You know you’re headed in the right direction when Stefan sits down at the computer, breaks the fourth wall, and lets you know he’s on to you. It’s been a while coming that he’s been figuring out an outside force is controlling him, and now he addresses that outside force (which is you). Depending on how you got there, there’s a variety of answers, but my favorite is to tell him about “Netflix”. His dad comes in and asks what’s going on. Stefan confesses his anxiety, saying what he thinks is happening. His dad promptly sends him back to Dr. Haynes, who makes the point that if this was all a simulation or game, why isn’t it more interesting or fun? Stefan throws coffee in her face, she pulls out her ninja sticks, and you can choose for him to fight or go out the window.

  • If you choose to fight, then it quickly turns into a kung fu scene
  • Stefan fights his dad too
  • Dad hauls Stefan out, Stefan screaming about his Netflix friends from the future
  • Meta enough for you?

Ending #8: Netflix 2

Why didn't the tea work?

Same as the previous one, but instead of choosing to fight Dr. Haynes, you tell Stefan to make an escape through the window.  

  • The window is fake
  • The window is part of a set
  • The director yells cut
  • An aid addresses Stefan by “Mike”, presumably the name of the actor
  • Stefan is confused
  • This was all just a weird, badly made movie!

Ending #9: PACSman

Don't worry, it's all for the children

At some point, Stefan enters a semi-sleep state and the filming starts to go all Donnie Darko as he sleep walks to a room with a safe. You get the choice of entering different codes into the safe depending on which route you went to get there. Entering “PAC”, you learn about what Colin was on about: the government conspiracy. Stefan finds that as a child, he was led down a course of brainwashing and experimentation, and his dad and Dr. Haynes were incahoots about it. This is one of the paths that leads to Stefan killing his dad.

  • Everyone around Stefan is just an actor
  • Kind of a Truman Show-type ending
  • P.A.C.S. means “Program and Control Study”
  • It would seem the author of the Bandersnatch book, Davies, was also onto it

Ending #10: The Remake

Not again

If you decide to chop up Stefan’s dad instead of leaving him for the dog in the backyard, then you might be able to break through to this ending. Having chopped his dad up into pieces, Stefan is now free from distractions and can focus on coding his game. This leads to success: his game is published with rave reviews. But his dark secret is later revealed and the games are pulled from the shelves. Years later, a young woman learns about his story and decides to remake the game...

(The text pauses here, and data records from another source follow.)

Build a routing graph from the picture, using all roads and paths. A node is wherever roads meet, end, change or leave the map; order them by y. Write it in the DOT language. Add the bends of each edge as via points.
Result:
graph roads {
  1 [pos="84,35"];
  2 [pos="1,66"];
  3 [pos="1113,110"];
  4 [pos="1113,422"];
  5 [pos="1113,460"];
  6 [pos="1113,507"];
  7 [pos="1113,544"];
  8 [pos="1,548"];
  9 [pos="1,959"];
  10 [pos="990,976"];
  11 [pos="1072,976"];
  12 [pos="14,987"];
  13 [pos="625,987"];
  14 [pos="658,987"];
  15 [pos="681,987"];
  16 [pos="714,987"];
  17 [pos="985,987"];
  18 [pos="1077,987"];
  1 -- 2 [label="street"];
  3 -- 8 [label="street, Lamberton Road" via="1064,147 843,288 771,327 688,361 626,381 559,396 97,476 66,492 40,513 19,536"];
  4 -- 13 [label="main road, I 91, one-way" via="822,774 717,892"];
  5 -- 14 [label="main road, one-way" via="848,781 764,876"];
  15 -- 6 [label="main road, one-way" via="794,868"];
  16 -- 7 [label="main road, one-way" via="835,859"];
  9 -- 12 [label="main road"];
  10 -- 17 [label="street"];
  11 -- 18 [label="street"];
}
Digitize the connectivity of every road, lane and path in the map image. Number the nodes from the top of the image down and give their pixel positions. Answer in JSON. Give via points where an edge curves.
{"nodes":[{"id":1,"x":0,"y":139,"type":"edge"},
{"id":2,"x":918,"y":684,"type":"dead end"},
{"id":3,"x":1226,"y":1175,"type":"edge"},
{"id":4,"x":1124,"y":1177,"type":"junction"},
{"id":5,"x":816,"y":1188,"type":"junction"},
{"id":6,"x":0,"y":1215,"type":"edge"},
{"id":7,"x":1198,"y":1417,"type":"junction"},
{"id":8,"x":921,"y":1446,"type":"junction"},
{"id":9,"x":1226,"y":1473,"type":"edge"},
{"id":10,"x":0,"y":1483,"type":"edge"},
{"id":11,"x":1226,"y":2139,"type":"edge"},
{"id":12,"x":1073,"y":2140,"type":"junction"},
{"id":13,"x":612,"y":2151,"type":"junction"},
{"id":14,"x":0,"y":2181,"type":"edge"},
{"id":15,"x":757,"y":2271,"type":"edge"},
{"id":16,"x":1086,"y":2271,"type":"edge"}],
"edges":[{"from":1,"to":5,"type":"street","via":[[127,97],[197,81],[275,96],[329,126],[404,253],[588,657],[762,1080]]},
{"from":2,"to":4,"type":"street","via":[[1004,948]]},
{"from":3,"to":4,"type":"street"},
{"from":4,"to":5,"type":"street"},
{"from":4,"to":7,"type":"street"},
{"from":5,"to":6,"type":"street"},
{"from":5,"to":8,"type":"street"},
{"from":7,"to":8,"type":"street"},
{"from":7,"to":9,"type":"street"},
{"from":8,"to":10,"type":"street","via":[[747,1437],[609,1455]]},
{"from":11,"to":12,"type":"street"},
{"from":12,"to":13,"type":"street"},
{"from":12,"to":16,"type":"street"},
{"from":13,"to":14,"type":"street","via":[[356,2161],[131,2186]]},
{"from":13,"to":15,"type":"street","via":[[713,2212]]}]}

  • Just like Ghostbusters, remade with a female lead, you mad bro?
  • The young woman is Pearl Rittman, Colin’s daughter
  • She releases the game on Netflix
  • Oh dang, is this a true story?!
  • Options pop up and now you’re controlling Pearl

And that's not all folks, the film has even more hidden endings that you can find and explore for yourself. Which one is your favorite?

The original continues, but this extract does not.